• **ACTION ITEM**: Write out nothing except the lines of the entries below, from the first through the one containing "middle pip: (901, 793)", exactly and without pictures.

• **DATA EXCERPTS**:
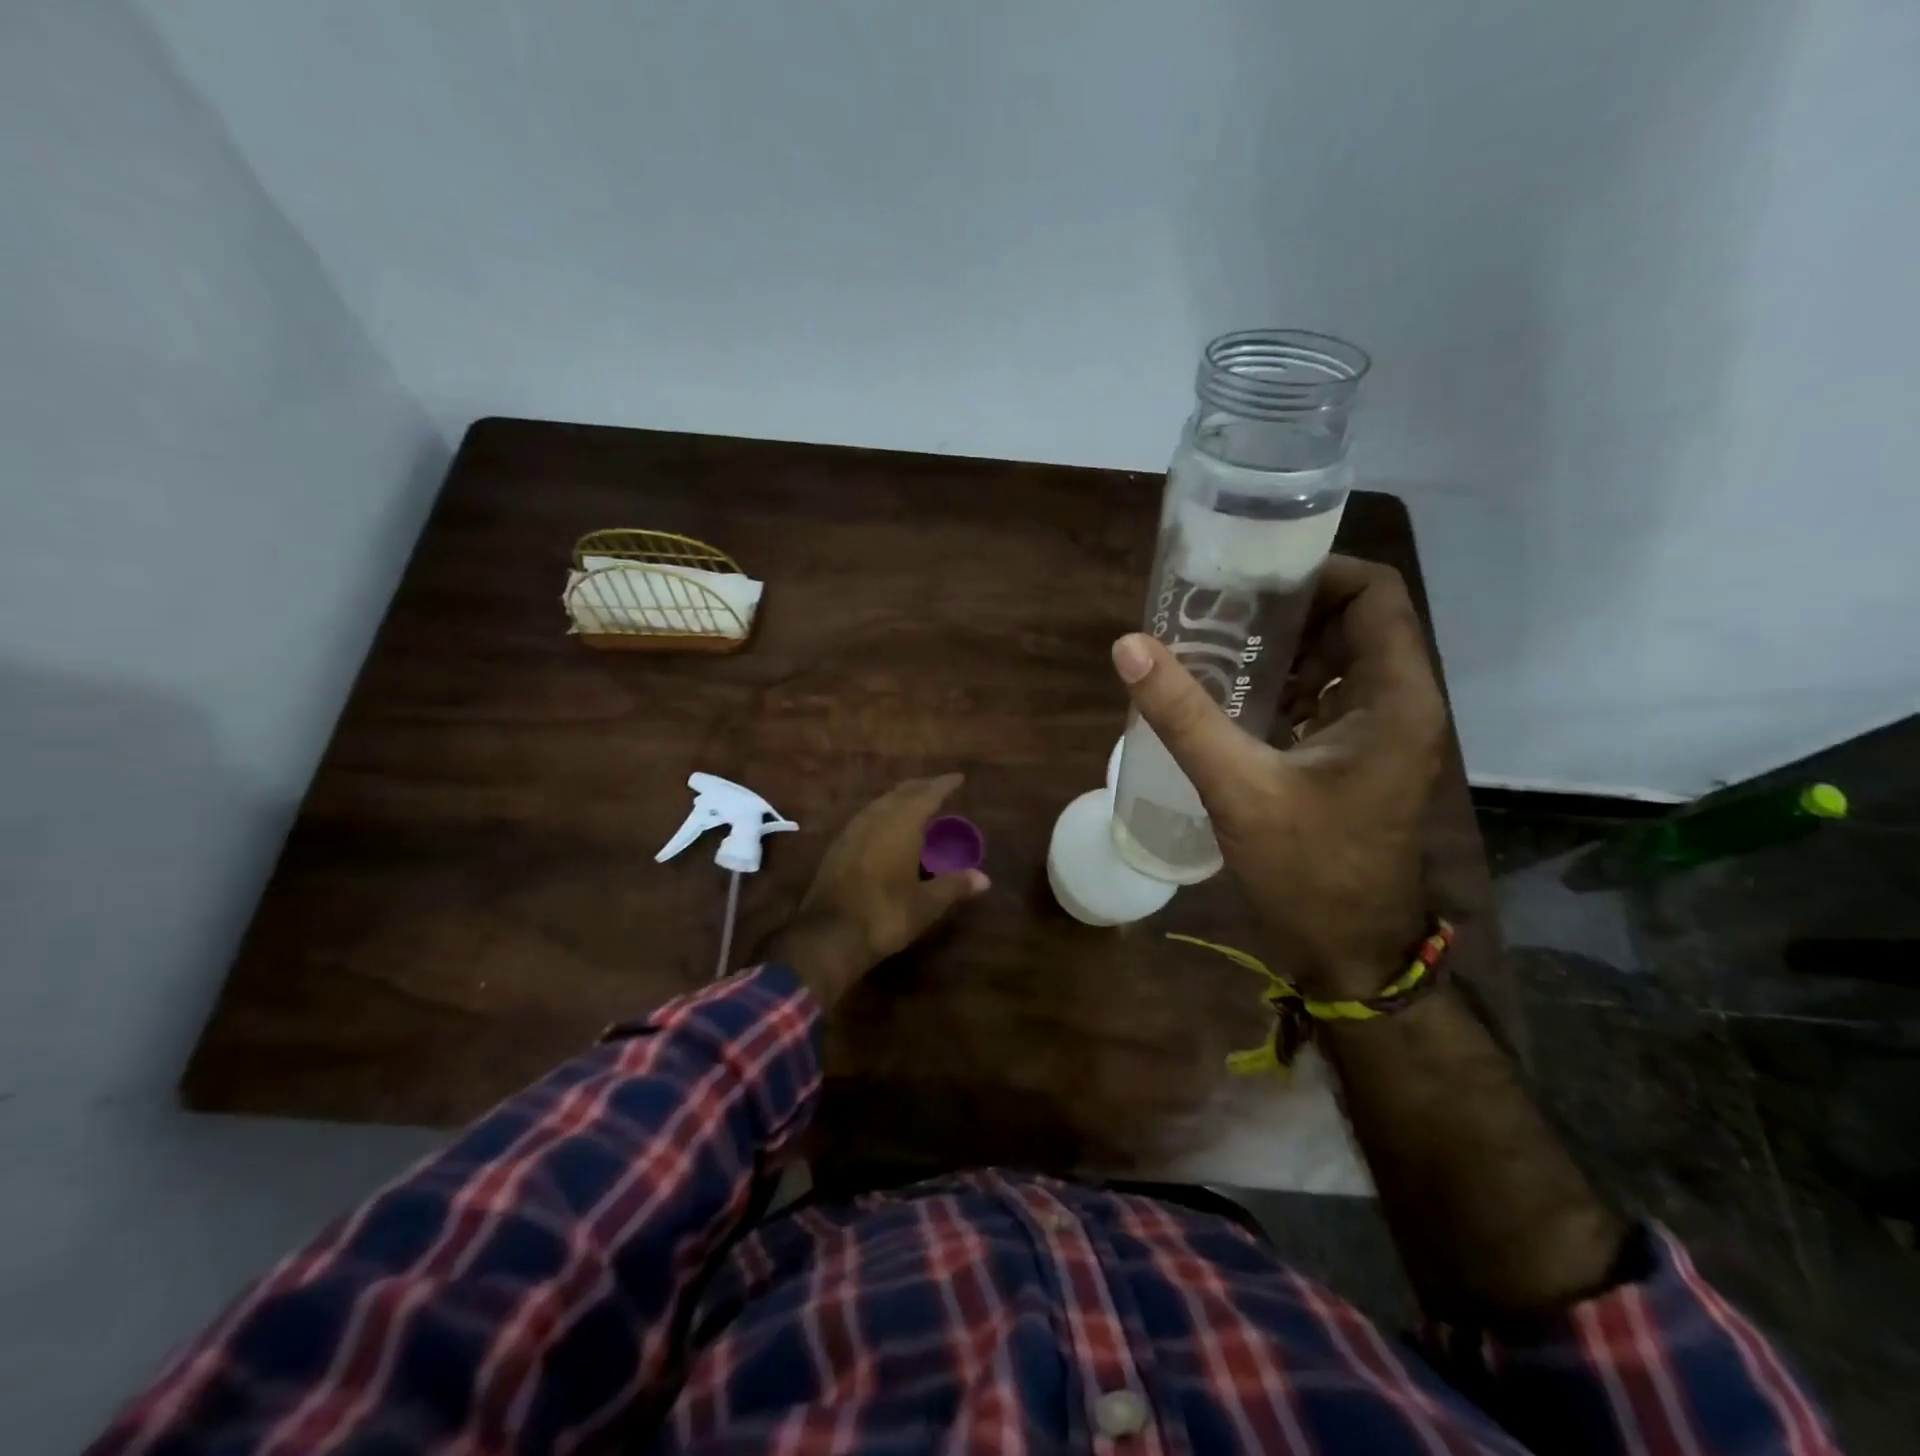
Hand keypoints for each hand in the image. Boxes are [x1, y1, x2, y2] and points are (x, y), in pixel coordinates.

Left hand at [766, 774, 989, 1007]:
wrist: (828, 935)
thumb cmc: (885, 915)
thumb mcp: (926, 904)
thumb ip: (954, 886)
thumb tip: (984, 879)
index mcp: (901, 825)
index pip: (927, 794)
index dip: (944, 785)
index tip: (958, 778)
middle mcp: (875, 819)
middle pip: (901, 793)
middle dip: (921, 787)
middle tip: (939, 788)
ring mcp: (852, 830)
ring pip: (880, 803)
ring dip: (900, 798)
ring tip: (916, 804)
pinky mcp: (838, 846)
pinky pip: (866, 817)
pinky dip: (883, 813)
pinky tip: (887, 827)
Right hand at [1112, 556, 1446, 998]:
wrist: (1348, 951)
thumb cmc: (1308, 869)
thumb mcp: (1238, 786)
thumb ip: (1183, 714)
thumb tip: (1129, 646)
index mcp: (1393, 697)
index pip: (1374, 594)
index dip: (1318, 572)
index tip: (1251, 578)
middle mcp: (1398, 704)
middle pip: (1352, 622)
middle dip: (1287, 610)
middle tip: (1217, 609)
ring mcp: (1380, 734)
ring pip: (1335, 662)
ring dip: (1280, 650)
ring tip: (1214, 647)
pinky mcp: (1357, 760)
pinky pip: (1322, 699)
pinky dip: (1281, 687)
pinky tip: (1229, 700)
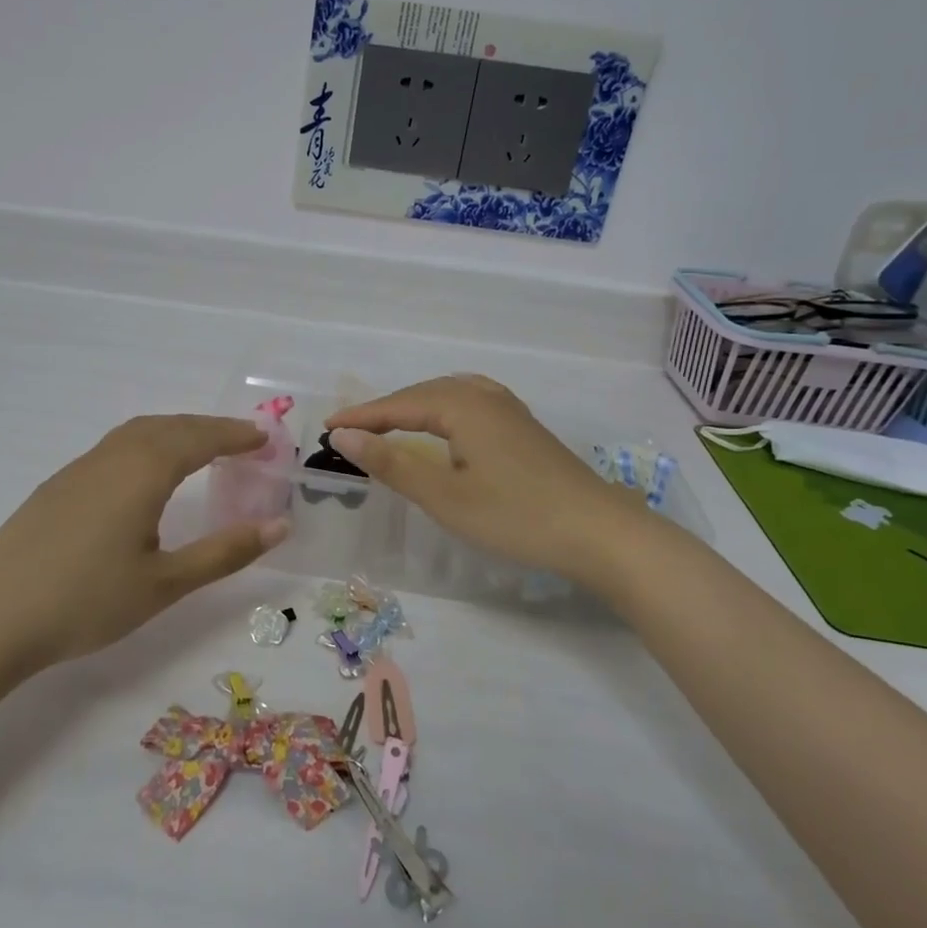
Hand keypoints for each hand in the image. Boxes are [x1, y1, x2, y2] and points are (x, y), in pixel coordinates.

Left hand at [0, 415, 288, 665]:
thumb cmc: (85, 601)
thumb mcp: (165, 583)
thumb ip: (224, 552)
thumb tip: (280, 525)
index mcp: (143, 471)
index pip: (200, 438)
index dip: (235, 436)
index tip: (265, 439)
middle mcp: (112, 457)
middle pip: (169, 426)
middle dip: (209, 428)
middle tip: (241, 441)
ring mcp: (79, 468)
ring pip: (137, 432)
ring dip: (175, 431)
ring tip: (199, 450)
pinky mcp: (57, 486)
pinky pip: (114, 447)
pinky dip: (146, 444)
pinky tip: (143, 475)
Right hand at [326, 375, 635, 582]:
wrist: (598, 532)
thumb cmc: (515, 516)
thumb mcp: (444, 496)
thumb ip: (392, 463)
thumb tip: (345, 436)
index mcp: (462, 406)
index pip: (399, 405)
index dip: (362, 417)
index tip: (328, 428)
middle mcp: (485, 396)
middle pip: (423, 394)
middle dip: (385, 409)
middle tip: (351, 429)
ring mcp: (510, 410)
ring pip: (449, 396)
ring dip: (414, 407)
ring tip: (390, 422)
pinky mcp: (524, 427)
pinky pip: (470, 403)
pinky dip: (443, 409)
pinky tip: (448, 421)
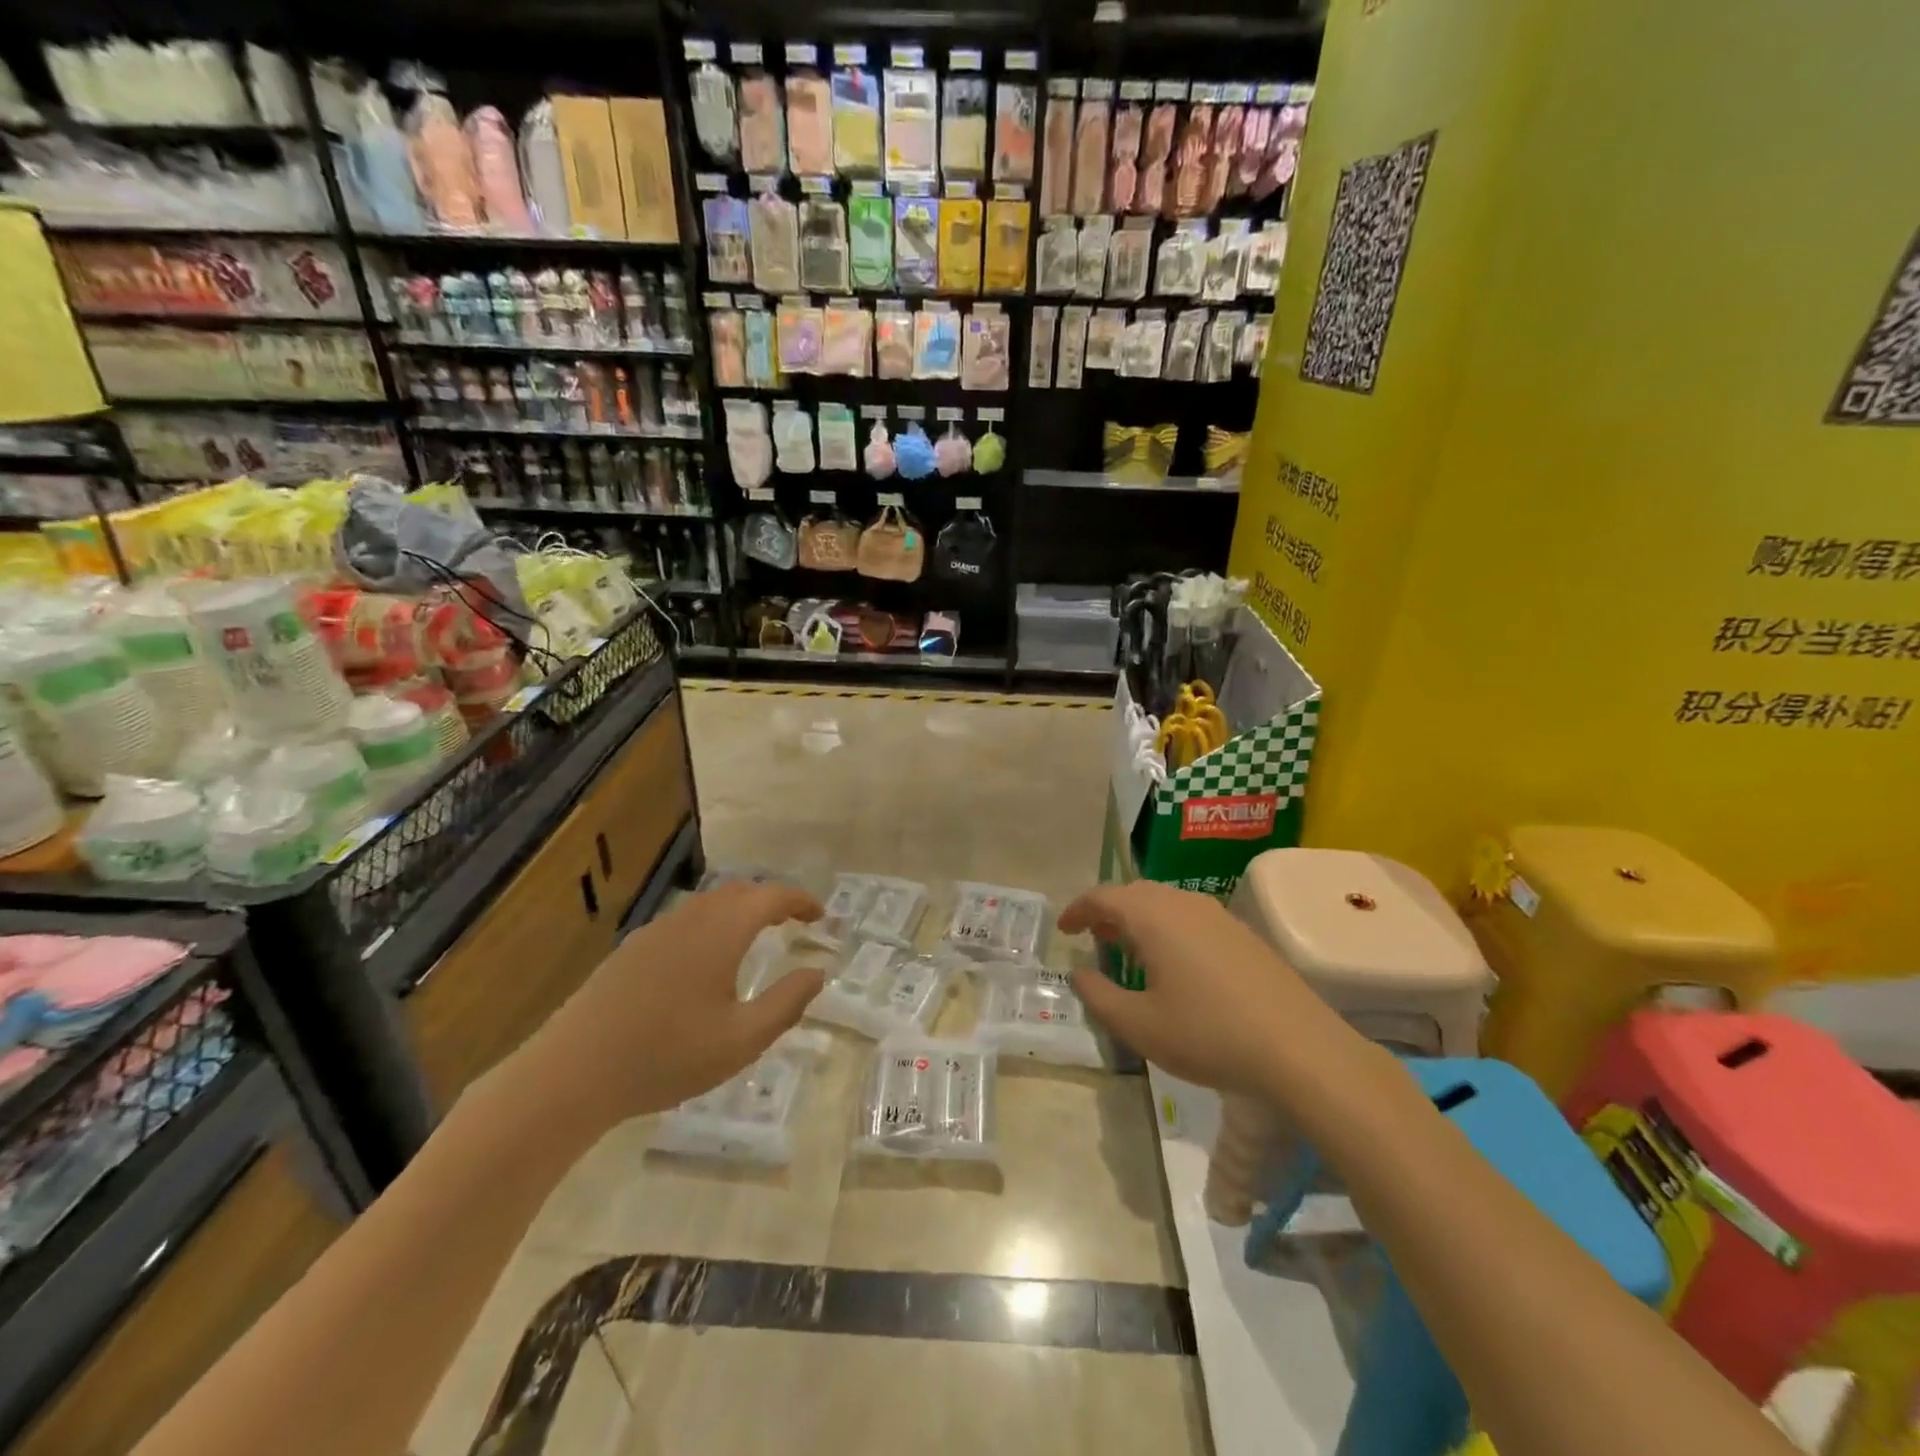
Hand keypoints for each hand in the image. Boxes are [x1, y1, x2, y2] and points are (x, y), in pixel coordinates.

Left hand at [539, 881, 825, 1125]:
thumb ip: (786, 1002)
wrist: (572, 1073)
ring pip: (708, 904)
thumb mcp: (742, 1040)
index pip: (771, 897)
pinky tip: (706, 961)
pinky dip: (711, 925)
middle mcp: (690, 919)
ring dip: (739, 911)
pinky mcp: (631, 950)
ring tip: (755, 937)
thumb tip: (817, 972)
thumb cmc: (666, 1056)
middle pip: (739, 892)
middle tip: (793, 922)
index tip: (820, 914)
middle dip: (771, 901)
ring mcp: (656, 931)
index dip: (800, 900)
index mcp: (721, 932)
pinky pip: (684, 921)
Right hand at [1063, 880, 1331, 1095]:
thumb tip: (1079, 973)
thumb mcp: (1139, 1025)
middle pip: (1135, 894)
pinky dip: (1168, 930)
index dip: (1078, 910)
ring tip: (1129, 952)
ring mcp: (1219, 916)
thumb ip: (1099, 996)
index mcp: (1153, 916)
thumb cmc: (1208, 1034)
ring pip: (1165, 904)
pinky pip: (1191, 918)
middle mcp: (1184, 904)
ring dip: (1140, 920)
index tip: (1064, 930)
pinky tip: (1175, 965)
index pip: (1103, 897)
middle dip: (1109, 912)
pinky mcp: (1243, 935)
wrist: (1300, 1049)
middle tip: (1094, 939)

• **RESPONSE BELOW**:
Hand keypoints for each hand in the image. Boxes are [x1, y1, x2, y2] and points are (x, y), in pixel coordinates.

Left hand at [766, 774, 989, 1007]:
wrist: (828, 935)
thumb cmc: (885, 915)
thumb mcp: (926, 904)
thumb ip: (954, 886)
thumb tip: (984, 879)
index mcp: (901, 825)
index pip: (927, 794)
index dip: (944, 785)
index tip: (958, 778)
middle mcp: (875, 819)
middle pip: (901, 793)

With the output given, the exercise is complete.